**What you have to do**. The expected response is a copy of every line in the entries below that includes the word "Pilgrim".

*** Provided data ***

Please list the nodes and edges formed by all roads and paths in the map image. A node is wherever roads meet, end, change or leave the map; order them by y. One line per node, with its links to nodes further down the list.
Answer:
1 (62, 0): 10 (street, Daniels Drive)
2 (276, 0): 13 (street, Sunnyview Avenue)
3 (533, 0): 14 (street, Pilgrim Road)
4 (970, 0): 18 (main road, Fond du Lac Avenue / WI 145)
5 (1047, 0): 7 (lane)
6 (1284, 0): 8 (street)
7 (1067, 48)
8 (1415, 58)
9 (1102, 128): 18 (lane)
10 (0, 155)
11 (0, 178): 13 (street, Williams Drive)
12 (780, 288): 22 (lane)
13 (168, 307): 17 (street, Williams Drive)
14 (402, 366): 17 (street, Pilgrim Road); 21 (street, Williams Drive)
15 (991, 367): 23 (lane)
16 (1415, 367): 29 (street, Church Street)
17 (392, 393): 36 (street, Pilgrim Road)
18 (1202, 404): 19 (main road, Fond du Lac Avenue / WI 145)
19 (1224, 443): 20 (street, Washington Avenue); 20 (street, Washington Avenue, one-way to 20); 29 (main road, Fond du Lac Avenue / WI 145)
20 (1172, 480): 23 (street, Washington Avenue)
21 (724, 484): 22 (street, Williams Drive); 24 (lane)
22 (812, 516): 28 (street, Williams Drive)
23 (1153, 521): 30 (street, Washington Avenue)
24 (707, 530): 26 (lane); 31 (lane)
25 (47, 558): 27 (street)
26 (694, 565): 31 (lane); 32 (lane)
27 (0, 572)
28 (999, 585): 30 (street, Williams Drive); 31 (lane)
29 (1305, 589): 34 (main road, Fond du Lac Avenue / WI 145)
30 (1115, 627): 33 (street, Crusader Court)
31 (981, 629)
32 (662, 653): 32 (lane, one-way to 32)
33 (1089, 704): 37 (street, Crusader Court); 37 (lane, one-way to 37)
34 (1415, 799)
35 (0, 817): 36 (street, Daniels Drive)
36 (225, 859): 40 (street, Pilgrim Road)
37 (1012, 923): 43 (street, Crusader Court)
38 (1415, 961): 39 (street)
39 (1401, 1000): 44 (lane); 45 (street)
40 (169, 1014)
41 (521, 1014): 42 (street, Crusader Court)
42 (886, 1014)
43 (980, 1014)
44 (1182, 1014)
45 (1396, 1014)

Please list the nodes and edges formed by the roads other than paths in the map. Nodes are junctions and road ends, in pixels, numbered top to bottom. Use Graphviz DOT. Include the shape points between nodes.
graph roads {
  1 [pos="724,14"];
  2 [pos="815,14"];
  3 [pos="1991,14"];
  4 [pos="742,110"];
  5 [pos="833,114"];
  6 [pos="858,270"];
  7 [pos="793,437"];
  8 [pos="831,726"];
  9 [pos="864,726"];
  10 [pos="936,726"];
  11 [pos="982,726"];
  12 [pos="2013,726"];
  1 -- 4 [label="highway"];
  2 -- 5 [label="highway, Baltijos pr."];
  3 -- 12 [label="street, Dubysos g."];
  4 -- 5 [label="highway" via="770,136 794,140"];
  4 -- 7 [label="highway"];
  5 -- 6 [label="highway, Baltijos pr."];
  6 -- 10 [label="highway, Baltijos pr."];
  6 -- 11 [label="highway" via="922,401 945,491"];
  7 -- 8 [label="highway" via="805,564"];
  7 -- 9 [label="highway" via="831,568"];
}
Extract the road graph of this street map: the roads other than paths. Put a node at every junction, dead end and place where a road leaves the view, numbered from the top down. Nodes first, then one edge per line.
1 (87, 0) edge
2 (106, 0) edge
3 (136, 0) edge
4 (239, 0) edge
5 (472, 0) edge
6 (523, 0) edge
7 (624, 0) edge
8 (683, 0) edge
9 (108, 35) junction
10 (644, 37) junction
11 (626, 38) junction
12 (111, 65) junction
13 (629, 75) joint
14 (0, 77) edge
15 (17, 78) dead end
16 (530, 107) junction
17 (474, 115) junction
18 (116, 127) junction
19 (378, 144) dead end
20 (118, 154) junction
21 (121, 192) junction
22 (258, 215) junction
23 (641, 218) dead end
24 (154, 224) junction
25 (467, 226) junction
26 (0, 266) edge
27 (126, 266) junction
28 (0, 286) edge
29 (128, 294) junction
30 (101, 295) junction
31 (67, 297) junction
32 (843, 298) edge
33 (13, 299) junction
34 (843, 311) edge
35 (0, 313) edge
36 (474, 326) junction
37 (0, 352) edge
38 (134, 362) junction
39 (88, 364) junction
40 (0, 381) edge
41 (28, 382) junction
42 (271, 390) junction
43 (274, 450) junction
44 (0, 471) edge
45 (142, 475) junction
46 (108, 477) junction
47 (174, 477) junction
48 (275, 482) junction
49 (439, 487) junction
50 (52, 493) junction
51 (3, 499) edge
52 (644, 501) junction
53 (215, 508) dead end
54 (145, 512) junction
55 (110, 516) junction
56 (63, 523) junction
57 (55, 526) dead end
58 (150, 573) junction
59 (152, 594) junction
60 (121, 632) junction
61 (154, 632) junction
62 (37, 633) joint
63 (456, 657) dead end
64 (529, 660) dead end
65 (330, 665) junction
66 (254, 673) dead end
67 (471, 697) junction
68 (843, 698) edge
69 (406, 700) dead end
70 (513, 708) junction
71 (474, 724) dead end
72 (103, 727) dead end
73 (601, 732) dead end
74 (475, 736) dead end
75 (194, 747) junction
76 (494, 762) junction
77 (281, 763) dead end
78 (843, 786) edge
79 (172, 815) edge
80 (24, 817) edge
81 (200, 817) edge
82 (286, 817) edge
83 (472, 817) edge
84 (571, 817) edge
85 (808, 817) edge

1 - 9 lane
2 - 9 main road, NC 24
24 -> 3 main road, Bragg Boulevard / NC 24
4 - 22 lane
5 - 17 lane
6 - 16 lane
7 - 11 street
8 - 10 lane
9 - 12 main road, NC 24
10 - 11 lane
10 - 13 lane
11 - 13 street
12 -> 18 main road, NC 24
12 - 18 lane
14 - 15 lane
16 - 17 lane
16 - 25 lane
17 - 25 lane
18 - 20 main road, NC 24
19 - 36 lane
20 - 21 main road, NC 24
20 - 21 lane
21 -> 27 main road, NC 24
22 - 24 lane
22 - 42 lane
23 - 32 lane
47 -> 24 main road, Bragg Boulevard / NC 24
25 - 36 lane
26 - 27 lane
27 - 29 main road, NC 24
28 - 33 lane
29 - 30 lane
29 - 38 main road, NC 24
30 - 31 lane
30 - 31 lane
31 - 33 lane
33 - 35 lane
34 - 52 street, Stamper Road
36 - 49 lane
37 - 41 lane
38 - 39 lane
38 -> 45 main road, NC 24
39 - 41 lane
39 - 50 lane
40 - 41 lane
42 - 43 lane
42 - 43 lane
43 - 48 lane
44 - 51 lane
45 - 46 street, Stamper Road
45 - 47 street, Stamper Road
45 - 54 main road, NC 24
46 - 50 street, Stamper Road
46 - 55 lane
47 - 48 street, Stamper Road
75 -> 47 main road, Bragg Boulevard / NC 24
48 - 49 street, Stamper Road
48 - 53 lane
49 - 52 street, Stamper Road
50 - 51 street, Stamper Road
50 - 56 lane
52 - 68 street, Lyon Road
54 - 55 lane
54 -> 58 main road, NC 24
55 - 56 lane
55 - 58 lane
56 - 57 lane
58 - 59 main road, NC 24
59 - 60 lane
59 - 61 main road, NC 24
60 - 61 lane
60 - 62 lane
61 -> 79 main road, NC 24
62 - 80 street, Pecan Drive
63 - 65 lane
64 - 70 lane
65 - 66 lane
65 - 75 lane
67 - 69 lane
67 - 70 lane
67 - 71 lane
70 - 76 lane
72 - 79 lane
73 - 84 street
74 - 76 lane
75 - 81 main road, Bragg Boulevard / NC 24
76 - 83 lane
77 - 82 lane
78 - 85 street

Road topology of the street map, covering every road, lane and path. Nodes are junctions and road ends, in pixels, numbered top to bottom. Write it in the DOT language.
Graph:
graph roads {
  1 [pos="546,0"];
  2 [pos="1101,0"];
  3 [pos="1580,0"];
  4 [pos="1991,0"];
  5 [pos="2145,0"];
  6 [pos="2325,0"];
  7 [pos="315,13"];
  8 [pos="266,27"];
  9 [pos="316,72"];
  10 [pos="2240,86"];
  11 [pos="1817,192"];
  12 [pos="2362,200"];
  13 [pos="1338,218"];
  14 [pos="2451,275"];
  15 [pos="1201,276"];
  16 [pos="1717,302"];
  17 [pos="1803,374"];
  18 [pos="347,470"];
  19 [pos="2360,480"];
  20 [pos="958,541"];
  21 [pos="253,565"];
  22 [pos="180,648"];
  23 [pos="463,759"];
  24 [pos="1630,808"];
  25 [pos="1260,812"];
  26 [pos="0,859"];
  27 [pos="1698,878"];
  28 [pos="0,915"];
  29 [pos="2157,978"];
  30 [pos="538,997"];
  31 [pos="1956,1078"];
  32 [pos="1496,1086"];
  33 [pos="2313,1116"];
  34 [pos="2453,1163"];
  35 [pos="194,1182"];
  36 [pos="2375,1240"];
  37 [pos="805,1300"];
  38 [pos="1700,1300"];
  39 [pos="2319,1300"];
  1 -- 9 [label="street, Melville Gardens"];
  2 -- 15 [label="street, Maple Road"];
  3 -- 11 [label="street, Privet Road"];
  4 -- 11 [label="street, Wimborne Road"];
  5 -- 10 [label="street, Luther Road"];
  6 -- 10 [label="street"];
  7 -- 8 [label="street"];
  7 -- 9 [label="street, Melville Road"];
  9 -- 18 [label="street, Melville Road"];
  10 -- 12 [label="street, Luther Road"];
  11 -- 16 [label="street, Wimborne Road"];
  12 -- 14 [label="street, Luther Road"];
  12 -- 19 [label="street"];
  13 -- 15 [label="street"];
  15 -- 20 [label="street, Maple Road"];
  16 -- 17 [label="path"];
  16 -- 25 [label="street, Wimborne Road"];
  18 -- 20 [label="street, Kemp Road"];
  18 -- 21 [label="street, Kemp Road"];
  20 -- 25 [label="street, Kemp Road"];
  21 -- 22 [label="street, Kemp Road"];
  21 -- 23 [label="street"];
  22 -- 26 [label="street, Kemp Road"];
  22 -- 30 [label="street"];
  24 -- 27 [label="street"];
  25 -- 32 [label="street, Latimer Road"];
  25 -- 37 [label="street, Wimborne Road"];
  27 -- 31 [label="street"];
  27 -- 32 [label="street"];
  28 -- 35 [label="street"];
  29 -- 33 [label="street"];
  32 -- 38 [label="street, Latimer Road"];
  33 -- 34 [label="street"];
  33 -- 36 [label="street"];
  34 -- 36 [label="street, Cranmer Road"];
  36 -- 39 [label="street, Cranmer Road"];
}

***

**Result**.
3 (533, 0): 14 (street, Pilgrim Road)
14 (402, 366): 17 (street, Pilgrim Road); 21 (street, Williams Drive)
17 (392, 393): 36 (street, Pilgrim Road)
36 (225, 859): 40 (street, Pilgrim Road)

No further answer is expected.